The felt-like electrode tips can be moistened just prior to insertion or allowed to hydrate with the patients own secretions. In addition to the felt-like materials already used in surgery (e.g. brain cottonoids) soft, expandable materials such as Merocel® (Medtronic Xomed, Inc.), or other materials used for epistaxis and sinus surgery may be employed.

The above description is that of the current embodiment of the invention. Various alterations and changes can be made without departing from the spirit and broader aspects of the invention as defined in the appended claims, which are to be interpreted in accordance with the principles of patent law including the doctrine of equivalents. Any reference to a claim element in the singular, for example, using the articles “a,” “an,” “the” or “said,” is not to be construed as limiting the element to the singular.

It is to be understood that while we have illustrated and described certain forms of our invention, it is not to be limited to the specific forms or arrangements herein described and shown. The foregoing detailed description has been given for clearness of understanding only and no unnecessary limitations should be understood there from, as modifications will be obvious to those skilled in the art.

Claims

1. A nerve monitoring device comprising:

a cannula;

at least one sensor for monitoring the nerve/muscle, said sensor being affixed to an exterior surface of said cannula; and

alignment means for ensuring proper alignment of said sensors for monitoring at least one nerve/muscle, said alignment means in communication with said sensor.

2. The device according to claim 1, wherein said sensor is an electrode.

3. The device according to claim 2, wherein said electrode is a felt-like electrode in a multi-electrode array.

4. The device according to claim 1, wherein said sensor is a multi-sensor array.

5. The device according to claim 1, wherein said cannula is an endotracheal tube.
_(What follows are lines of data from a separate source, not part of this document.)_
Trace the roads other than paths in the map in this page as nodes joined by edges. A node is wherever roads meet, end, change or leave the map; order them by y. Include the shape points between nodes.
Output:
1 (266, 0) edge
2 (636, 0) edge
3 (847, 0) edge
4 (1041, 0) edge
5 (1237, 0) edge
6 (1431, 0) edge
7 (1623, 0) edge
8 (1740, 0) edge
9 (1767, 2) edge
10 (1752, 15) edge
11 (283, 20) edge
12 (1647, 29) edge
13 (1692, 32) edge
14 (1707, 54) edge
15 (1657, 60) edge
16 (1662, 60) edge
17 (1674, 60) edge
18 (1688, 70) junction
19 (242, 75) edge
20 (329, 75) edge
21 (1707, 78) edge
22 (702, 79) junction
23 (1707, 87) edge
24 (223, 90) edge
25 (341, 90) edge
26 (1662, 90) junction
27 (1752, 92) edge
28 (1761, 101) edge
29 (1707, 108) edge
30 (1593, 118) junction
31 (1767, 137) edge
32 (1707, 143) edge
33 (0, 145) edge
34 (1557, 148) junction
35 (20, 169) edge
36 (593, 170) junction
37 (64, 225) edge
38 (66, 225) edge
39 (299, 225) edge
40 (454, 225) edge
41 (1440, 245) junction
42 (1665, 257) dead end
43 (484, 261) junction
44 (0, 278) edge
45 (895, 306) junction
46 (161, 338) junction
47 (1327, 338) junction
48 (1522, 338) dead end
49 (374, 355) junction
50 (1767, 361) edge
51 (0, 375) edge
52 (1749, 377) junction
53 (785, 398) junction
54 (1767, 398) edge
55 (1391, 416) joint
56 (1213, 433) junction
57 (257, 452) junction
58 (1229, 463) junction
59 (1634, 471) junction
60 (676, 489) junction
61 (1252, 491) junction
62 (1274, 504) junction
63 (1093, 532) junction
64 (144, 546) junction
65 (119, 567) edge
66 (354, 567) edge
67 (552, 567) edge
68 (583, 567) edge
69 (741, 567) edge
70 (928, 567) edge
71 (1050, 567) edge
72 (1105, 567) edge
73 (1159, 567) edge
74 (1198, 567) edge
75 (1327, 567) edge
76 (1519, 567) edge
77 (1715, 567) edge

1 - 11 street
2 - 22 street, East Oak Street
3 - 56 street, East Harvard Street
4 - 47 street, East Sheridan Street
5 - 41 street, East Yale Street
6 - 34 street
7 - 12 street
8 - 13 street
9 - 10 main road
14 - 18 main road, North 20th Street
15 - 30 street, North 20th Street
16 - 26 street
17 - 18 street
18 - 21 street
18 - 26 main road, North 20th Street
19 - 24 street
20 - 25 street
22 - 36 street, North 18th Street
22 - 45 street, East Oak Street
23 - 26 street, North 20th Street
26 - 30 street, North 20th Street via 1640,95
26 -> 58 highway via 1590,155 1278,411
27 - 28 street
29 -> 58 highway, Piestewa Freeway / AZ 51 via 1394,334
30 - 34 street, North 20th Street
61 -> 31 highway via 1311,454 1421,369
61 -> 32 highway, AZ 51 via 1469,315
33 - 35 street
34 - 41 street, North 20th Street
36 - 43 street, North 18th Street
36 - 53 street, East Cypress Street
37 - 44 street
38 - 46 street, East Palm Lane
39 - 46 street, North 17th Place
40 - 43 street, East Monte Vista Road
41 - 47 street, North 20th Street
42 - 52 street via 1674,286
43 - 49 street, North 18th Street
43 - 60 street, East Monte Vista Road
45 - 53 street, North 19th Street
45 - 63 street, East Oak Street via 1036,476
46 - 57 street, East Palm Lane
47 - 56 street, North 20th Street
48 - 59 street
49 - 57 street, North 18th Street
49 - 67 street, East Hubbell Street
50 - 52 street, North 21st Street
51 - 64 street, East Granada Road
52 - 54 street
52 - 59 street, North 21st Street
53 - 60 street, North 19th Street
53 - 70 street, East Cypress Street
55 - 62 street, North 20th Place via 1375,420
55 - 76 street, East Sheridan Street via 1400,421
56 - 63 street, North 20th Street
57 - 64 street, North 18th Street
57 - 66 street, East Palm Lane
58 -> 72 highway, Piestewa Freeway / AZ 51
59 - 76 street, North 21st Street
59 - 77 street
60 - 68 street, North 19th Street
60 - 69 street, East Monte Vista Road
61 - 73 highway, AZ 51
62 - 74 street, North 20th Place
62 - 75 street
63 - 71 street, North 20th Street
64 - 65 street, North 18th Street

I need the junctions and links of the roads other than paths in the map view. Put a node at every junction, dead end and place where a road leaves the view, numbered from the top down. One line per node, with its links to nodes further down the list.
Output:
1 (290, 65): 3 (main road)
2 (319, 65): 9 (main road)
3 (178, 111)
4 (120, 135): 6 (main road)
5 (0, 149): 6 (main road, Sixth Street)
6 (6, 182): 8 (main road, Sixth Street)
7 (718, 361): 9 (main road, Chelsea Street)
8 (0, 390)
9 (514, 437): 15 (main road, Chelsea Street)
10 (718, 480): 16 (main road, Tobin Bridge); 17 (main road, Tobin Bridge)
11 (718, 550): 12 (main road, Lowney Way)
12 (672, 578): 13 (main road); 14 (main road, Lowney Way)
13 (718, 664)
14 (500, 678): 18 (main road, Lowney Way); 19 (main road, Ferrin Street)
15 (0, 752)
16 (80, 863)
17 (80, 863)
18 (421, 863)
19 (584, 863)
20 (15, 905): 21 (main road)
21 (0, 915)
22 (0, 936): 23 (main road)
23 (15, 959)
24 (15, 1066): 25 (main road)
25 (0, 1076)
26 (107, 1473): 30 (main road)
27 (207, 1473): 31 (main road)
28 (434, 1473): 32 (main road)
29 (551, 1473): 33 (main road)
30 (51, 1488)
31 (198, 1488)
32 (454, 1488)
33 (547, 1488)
6. The device according to claim 1, wherein said alignment means is a signal generated to indicate alignment of said sensors.

7. The device according to claim 6, wherein said signal is formed by a light emitting diode or other energy along the electromagnetic spectrum.

8. The device according to claim 1, further including a coating on an exterior surface of said cannula.

9. A method of monitoring nerve activity by:

inserting the nerve monitoring device according to claim 1 into a patient at a location in need of monitoring, thereby monitoring the nerve activity.

10. The method according to claim 9, further including the step of attaching the device to an external power source.

11. An endotracheal nerve monitoring device comprising:

an endotracheal tube;

at least one sensor for monitoring the nerve. said sensor being affixed to an exterior surface of said endotracheal tube; and

alignment means for ensuring proper alignment of said sensors for monitoring at least one nerve, said alignment means in communication with said sensor.

12. The device according to claim 1, wherein said sensor is an electrode.

13. The device according to claim 2, wherein said electrode is a felt-like, expandable electrode.

14. The device according to claim 1, wherein said sensor is a sensor array.

15. The device according to claim 1, wherein said alignment means is a signal generated to indicate alignment of said sensors.

16. The device according to claim 15, wherein said signal is formed by a light emitting diode or other energy along the electromagnetic spectrum.

17. The device according to claim 1, further including a coating on an exterior surface of said endotracheal tube.